_Task to complete_. Pull every line containing "ring" from the data.

(Landmark coordinate records)
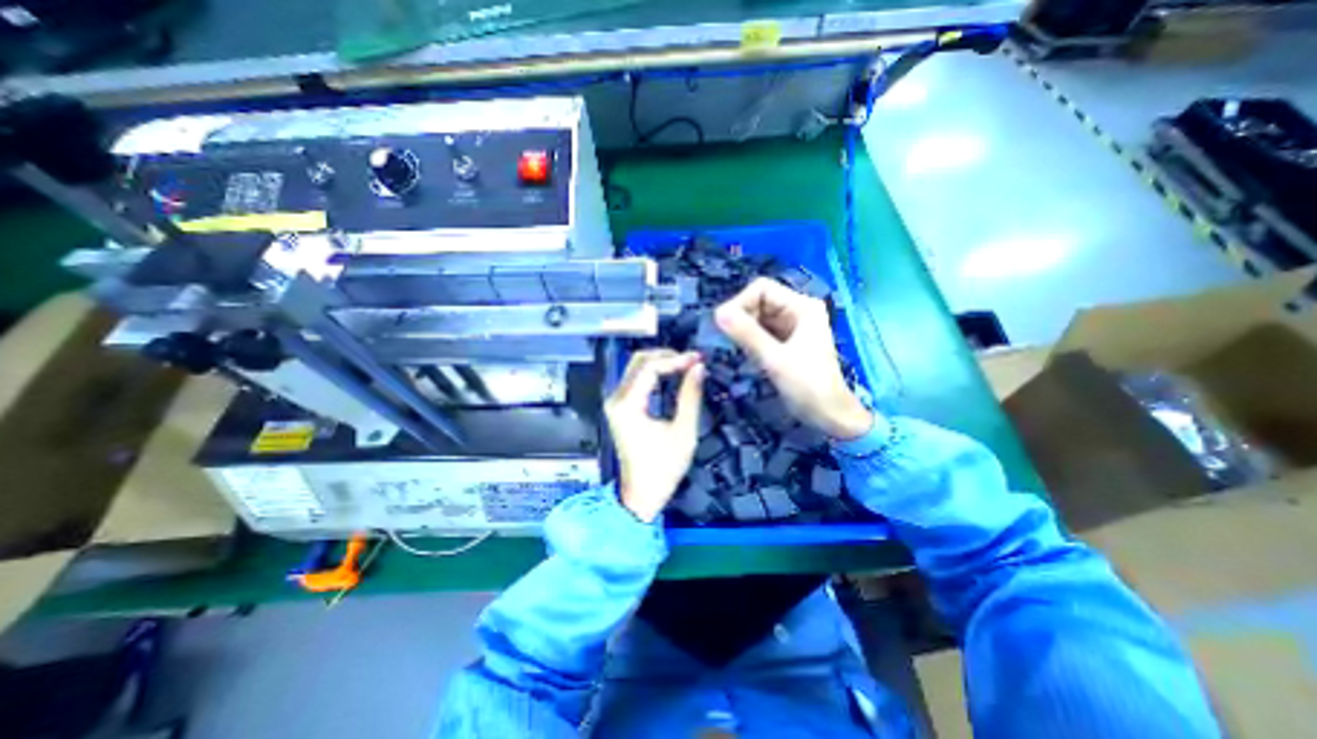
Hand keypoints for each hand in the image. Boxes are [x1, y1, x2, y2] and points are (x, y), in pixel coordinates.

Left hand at [605, 349, 710, 522]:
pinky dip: (655, 373)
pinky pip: (636, 379)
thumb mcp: (683, 432)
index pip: (649, 367)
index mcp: (627, 405)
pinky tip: (673, 374)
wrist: (642, 494)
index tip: (698, 359)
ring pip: (636, 367)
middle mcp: (616, 399)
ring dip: (661, 362)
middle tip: (693, 360)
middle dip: (667, 356)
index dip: (675, 359)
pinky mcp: (620, 407)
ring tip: (687, 365)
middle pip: (638, 361)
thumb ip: (690, 396)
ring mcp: (615, 402)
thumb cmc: (663, 468)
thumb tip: (699, 367)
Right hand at [711, 278, 872, 439]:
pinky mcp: (786, 340)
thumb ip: (747, 334)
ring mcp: (792, 326)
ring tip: (739, 349)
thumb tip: (717, 313)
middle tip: (729, 340)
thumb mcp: (774, 359)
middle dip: (741, 317)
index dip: (740, 302)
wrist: (829, 415)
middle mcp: (797, 310)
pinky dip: (750, 339)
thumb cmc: (807, 386)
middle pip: (758, 301)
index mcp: (802, 306)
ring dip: (744, 330)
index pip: (762, 288)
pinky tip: (748, 354)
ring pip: (757, 317)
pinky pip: (761, 331)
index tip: (724, 324)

_Written response_.
ring pip: (636, 367)
ring dip: (661, 362)
ring tip: (687, 365)
ring mcp: (615, 402)
ring mcp: (792, 326)
ring tip: (739, 349)
ring dip: (744, 330)
ring pip: (757, 317)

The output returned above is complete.